▶ **Activity**
How many lines of the data hold the word "Werftstraße"? State the number and nothing else.

*** Opening of Data in this exercise ***

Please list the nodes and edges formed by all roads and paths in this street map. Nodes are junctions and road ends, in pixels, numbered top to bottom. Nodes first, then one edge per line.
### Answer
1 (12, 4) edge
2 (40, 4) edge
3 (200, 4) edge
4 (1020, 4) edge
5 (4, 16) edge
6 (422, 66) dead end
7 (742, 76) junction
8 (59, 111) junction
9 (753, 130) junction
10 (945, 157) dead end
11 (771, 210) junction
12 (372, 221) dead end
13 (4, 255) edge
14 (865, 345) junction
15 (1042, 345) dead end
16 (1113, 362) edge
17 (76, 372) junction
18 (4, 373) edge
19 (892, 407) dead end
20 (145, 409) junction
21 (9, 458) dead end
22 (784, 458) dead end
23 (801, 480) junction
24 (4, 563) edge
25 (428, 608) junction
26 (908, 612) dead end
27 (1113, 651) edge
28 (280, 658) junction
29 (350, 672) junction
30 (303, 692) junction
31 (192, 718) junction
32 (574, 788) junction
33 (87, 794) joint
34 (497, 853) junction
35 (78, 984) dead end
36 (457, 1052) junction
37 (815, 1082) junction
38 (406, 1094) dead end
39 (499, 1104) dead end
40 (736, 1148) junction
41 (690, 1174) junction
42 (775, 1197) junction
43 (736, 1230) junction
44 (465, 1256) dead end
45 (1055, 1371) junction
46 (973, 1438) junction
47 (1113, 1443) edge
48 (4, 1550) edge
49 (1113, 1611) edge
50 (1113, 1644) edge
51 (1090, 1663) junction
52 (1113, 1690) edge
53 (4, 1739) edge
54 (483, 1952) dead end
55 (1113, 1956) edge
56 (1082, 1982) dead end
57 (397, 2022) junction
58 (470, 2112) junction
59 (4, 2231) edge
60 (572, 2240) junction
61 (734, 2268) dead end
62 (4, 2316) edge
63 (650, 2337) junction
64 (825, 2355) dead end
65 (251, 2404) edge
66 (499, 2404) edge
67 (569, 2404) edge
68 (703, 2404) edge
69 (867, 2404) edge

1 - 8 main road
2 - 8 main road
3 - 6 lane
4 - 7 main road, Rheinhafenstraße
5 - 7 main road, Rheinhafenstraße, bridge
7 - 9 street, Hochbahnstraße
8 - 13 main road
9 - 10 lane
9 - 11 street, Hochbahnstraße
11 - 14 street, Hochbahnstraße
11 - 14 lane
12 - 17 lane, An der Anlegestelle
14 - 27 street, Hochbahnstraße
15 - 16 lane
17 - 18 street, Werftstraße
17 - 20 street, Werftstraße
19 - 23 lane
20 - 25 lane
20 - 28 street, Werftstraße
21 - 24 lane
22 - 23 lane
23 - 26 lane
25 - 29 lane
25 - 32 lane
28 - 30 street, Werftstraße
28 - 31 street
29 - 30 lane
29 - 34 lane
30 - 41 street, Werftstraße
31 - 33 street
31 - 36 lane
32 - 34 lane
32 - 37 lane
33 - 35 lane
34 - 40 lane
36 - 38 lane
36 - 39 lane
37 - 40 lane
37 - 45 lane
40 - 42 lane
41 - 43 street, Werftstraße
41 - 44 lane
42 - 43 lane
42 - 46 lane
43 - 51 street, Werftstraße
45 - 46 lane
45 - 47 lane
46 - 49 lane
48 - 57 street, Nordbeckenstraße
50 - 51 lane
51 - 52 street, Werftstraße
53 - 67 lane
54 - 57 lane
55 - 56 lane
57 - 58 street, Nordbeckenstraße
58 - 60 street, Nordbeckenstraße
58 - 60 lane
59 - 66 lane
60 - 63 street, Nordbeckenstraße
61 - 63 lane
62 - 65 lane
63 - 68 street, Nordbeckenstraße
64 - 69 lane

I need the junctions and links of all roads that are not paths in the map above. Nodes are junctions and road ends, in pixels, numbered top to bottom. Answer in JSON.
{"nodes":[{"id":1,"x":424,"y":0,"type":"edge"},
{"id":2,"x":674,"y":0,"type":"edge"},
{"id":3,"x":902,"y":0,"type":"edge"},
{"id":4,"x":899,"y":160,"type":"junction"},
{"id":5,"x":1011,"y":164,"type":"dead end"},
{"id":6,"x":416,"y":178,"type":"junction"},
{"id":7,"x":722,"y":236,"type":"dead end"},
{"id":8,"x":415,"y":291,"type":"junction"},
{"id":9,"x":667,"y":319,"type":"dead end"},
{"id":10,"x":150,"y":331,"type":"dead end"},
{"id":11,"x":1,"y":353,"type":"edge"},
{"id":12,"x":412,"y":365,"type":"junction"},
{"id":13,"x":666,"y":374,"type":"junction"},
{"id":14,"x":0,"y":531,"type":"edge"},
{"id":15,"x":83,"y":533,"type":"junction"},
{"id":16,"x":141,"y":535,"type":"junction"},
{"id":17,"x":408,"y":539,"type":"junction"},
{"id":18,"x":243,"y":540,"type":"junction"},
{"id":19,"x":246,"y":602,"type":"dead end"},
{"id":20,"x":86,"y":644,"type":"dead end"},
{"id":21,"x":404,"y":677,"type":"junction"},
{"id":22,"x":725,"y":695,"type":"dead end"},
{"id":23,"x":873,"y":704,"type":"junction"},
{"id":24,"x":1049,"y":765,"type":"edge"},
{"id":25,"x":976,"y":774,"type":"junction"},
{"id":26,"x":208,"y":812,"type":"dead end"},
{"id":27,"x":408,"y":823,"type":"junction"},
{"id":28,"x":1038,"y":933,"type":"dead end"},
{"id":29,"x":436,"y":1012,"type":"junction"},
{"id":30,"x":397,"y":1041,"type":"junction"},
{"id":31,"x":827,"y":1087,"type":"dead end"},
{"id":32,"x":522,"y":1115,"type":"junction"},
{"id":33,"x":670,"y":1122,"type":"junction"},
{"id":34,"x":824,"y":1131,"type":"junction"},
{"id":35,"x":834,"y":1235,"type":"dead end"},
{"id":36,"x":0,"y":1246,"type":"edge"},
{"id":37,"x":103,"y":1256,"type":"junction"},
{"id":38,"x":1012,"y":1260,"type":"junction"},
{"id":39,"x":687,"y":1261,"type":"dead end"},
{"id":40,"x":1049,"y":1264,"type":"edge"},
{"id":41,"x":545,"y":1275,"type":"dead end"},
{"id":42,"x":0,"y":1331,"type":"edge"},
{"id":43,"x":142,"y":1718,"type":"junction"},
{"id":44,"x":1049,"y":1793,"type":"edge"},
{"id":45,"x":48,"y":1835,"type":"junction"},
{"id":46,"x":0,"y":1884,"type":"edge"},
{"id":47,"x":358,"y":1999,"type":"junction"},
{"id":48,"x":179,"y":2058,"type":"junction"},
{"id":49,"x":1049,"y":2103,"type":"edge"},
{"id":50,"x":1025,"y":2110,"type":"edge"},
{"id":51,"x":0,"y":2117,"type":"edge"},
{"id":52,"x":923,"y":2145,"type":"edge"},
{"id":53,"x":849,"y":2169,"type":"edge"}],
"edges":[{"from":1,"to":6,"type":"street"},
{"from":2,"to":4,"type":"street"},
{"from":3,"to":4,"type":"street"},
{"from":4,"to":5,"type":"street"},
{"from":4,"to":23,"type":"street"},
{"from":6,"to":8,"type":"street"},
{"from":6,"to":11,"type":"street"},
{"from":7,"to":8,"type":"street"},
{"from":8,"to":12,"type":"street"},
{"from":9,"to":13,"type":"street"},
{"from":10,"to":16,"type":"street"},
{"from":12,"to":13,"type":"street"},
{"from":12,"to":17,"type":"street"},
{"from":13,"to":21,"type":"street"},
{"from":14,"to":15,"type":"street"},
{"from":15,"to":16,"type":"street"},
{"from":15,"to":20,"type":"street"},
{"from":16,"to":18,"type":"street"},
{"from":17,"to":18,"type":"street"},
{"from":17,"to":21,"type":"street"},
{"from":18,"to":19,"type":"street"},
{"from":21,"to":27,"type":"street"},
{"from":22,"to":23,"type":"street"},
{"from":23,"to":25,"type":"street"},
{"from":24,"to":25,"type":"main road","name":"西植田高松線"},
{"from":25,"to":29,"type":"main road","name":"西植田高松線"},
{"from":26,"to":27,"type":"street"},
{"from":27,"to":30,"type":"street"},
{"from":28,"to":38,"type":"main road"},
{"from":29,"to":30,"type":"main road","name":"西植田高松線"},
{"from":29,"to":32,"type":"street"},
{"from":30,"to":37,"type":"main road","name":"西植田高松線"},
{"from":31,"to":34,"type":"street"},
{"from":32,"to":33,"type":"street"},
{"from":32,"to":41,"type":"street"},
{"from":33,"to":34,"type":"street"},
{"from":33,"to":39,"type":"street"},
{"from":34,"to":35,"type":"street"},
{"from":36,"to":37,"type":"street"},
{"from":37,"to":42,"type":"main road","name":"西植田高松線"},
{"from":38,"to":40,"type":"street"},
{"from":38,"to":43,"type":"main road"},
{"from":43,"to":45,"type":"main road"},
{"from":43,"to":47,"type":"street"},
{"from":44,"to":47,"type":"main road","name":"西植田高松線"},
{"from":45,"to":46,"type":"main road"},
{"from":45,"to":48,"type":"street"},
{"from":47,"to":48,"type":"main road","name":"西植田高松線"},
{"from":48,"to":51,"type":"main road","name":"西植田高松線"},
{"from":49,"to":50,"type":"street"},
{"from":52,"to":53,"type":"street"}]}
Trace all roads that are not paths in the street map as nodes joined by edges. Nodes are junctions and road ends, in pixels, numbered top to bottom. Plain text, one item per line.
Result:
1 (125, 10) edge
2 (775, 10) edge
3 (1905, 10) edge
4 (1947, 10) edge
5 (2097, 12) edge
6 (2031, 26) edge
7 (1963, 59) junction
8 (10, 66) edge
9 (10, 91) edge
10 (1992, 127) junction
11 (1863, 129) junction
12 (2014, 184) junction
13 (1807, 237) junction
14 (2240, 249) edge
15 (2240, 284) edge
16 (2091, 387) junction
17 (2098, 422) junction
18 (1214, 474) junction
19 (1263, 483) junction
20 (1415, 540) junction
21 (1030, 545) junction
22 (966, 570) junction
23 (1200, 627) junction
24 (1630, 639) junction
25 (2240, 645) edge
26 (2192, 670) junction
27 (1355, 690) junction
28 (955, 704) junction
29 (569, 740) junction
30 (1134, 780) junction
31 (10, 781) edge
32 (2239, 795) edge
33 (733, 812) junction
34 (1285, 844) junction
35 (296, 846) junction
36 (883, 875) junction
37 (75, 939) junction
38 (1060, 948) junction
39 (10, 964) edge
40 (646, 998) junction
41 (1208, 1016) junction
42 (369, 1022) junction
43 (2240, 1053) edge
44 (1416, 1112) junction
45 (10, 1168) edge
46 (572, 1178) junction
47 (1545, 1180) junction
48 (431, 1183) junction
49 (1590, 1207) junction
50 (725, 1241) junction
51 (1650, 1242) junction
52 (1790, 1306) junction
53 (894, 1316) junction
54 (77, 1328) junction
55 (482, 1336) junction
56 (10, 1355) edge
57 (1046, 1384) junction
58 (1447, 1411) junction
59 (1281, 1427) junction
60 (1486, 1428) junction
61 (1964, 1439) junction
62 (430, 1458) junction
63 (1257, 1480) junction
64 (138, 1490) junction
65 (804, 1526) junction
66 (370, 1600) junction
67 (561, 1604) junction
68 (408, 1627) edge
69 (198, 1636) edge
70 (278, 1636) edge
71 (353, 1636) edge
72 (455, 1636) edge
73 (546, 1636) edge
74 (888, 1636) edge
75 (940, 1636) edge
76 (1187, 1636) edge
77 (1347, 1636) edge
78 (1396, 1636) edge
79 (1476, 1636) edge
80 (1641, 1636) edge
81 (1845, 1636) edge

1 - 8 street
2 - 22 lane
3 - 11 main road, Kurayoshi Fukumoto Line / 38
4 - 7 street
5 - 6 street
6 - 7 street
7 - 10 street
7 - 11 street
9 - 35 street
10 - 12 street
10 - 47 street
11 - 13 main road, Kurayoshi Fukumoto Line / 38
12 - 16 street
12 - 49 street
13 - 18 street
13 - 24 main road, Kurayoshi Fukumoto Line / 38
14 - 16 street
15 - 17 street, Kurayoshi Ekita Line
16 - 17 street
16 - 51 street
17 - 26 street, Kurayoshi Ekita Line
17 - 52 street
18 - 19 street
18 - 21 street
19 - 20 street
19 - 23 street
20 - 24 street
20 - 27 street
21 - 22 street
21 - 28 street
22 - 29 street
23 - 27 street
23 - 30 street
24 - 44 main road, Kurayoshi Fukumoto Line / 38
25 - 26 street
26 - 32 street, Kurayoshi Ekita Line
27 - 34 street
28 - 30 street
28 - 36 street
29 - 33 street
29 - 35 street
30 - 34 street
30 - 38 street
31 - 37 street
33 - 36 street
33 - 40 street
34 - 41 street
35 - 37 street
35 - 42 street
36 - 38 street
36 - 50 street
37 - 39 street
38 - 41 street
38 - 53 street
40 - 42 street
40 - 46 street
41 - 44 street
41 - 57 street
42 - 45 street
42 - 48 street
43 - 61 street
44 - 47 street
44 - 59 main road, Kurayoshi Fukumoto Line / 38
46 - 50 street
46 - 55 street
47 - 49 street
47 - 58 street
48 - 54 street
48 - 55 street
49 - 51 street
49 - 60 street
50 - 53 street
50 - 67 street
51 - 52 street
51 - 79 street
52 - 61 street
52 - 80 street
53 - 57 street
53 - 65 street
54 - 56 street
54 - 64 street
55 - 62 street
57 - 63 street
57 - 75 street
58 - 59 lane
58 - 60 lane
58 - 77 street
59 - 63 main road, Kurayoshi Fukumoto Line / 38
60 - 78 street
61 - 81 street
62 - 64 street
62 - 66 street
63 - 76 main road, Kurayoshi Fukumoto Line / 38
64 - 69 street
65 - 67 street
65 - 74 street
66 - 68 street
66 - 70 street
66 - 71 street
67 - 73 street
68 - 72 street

*** Close of Data in this exercise ***

▶ **Reply**
8